Die Arbeitswelt ist dabei nicht nur - wie die Konkurse von Opel bis Schiesser zeigen - der Ort, an dem sich die Krisensymptome des Finanzmarktkapitalismus manifestieren, sondern auch der Erfahrungsraum, wo Beschäftigte mit den neuen Anforderungen und Belastungen dieses Systems in Berührung kommen. Die Arbeitsforschung dokumentiert deutlich, dass Beschäftigte derzeit mit -maßlosen- Leistungsanforderungen konfrontiert werden, die unter den Bedingungen unsicherer Beschäftigungsverhältnisse und niedriger Löhne zunehmend auch private Einbindungen unter Druck setzen und einen rasanten Anstieg psychischer Beanspruchungen und Erkrankungen nach sich ziehen. Inspiriert von dem amerikanischen Industriesoziologen Richard Edwards, der Konflikte um Arbeitsbedingungen als gesellschaftliche Grenze unternehmerischen Verwertungsstrebens interpretiert, werden wir in dem Seminar empirisch fragen, wo sich gegenwärtig soziale Konflikte um Arbeit manifestieren und welche Funktion ihnen zukommt.
Dabei setzen wir allerdings nicht an organisierten Protesten an, die sich zunehmend von praktischen Ungerechtigkeitserlebnissen vieler Menschen entkoppeln, sondern befragen Beschäftigte nach ihren Alltagserfahrungen. Problemorientierte Interviews können zeigen, wie Beschäftigte Konflikte in ihrer Arbeit wahrnehmen und welche Bedeutung sie ihnen beimessen. Was ist Gegenstand von Konflikten? Wer setzt sich mit wem wie und warum auseinander?

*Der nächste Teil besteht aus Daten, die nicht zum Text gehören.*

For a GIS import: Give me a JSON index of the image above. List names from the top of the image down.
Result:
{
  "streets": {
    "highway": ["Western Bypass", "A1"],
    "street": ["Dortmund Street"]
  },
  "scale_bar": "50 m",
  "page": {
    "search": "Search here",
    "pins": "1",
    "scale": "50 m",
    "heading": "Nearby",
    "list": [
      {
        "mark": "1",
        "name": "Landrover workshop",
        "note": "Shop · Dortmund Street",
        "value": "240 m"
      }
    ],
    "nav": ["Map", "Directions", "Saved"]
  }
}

Wir wenden uns damit einer weit gefassten Forschungsfrage zu, die in der Soziologie bislang kaum thematisiert wird und Ihnen die Möglichkeit bietet, in kleinen Forschungsgruppen eigene Schwerpunktsetzungen und Hypothesen zu verfolgen.
Das Seminar ist als Empiriepraktikum auf 2 Semester angelegt und hat 3 Schwerpunkte. Zur Formulierung einer Forschungsfrage starten wir mit einer grundlegenden Einführung zum Wandel des Arbeitskonflikts im Zeichen der Entgrenzung und Subjektivierung von Arbeit. Im nächsten Schritt wenden wir uns der Operationalisierung und Durchführung Ihres Vorhabens mit den Methoden der qualitativen Sozialforschung zu. Abschließend sollen Ihre Ergebnisse ausgewertet und in einem Forschungsbericht dokumentiert werden.
Da es sich um eine zweisemestrige Veranstaltung handelt, in der Sie selbstständig in kleinen Forschungsgruppen praxisnah arbeiten sollen, wird ein hohes Maß an Kontinuität und Verbindlichkeit gefordert. Die Veranstaltung richtet sich an Studierende in Aufbau- und Vertiefungsphase. Die Teilnehmerzahl ist auf 40 Studierende begrenzt. Anmeldungen vorab senden Sie bitte an: heiden@uni-kassel.de
Böhle, Fritz / Voß, Günter G. / Wachtler, Günther (Hg.) (2010): Handbuch Arbeitssoziologie. Wiesbaden: VS.
Lamnek, Siegfried (2005): Qualitative Sozialforschung. Lehrbuch. Weinheim, Basel: Beltz.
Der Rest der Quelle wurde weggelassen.